Lavasa was the only member of the 3-person Election Commission to rule that Prime Minister Narendra Modi had violated the Model Code of Conduct while campaigning for the 2019 general election.
Election Commissioners are constitutional functionaries, whose independence from government is guaranteed by statute and is considered crucial for the free and fair conduct of elections in India.
The leak, which was first accessed by France-based journalism non-profit Forbidden Stories and then shared with 16 other media partners including The Wire, is a list of more than 50,000 phone numbers that, the reporting consortium believes, have been marked as potential targets of surveillance by clients of the NSO Group since 2016.
The phone number used by Lavasa during 2019 is a part of this list, The Wire can confirm. When The Wire approached the former EC member, he refused to comment.

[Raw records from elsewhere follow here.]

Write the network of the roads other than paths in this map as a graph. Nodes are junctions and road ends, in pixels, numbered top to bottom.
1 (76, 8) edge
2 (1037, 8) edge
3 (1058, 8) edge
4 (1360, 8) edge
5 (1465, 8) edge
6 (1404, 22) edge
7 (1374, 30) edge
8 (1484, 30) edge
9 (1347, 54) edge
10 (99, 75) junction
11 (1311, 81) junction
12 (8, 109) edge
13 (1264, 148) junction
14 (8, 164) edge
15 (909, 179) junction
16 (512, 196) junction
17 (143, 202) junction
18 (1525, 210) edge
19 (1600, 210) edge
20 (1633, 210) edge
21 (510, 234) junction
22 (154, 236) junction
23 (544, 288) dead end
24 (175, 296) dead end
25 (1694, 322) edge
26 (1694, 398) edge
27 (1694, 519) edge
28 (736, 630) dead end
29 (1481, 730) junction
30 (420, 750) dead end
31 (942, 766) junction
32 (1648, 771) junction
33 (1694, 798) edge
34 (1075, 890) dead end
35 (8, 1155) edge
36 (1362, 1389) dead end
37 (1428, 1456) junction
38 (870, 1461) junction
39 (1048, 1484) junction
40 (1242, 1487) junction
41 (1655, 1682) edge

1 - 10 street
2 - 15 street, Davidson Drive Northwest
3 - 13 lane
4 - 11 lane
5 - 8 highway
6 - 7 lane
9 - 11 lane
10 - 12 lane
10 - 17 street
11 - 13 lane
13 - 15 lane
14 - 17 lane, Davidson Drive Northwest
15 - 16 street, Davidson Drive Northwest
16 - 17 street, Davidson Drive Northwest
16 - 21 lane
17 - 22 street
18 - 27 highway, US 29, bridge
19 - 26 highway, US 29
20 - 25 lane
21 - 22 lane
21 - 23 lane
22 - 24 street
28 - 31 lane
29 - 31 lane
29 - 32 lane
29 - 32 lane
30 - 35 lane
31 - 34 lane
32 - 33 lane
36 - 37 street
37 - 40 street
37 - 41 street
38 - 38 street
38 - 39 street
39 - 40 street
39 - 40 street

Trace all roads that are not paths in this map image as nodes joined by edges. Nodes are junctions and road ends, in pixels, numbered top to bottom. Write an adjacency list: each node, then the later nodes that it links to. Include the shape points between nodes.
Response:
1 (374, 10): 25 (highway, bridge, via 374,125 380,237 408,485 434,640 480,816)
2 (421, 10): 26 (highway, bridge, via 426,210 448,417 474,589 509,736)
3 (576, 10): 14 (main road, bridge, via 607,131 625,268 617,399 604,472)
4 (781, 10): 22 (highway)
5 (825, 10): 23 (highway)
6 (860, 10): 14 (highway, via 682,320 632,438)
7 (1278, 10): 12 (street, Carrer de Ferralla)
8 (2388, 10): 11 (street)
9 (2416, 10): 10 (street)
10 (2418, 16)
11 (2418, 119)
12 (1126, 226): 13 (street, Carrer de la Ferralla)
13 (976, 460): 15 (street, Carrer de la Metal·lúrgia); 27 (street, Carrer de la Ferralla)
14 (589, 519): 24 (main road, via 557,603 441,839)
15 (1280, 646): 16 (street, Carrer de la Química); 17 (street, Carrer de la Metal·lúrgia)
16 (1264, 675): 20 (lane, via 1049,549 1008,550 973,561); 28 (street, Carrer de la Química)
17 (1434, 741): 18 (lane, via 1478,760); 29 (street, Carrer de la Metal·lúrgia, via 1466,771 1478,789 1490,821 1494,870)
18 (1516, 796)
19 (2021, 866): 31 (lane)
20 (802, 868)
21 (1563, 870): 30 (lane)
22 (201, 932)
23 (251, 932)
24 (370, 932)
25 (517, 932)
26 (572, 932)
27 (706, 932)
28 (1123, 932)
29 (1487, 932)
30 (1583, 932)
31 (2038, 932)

The records show that Lavasa was selected for potential surveillance weeks after he had dissented not once but in five different matters of alleged violations of the Model Code of Conduct by then BJP President Amit Shah and Prime Minister Modi. Of the five matters, four related to complaints of alleged violations by Modi, The Wire reported.
The Wire said Lavasa was not the only person key to the transparent conduct of elections in India who was selected as a target of potential surveillance at around that time.
There were at least two others - Jagdeep Chhokar, who is founder and trustee of the democracy watchdog, Association for Democratic Reforms (ADR), and Ritika Chopra, who covers the Election Commission for The Indian Express.
Both Chhokar and Chopra were selected as candidates for potential surveillance by an India-based client of NSO at roughly the same time.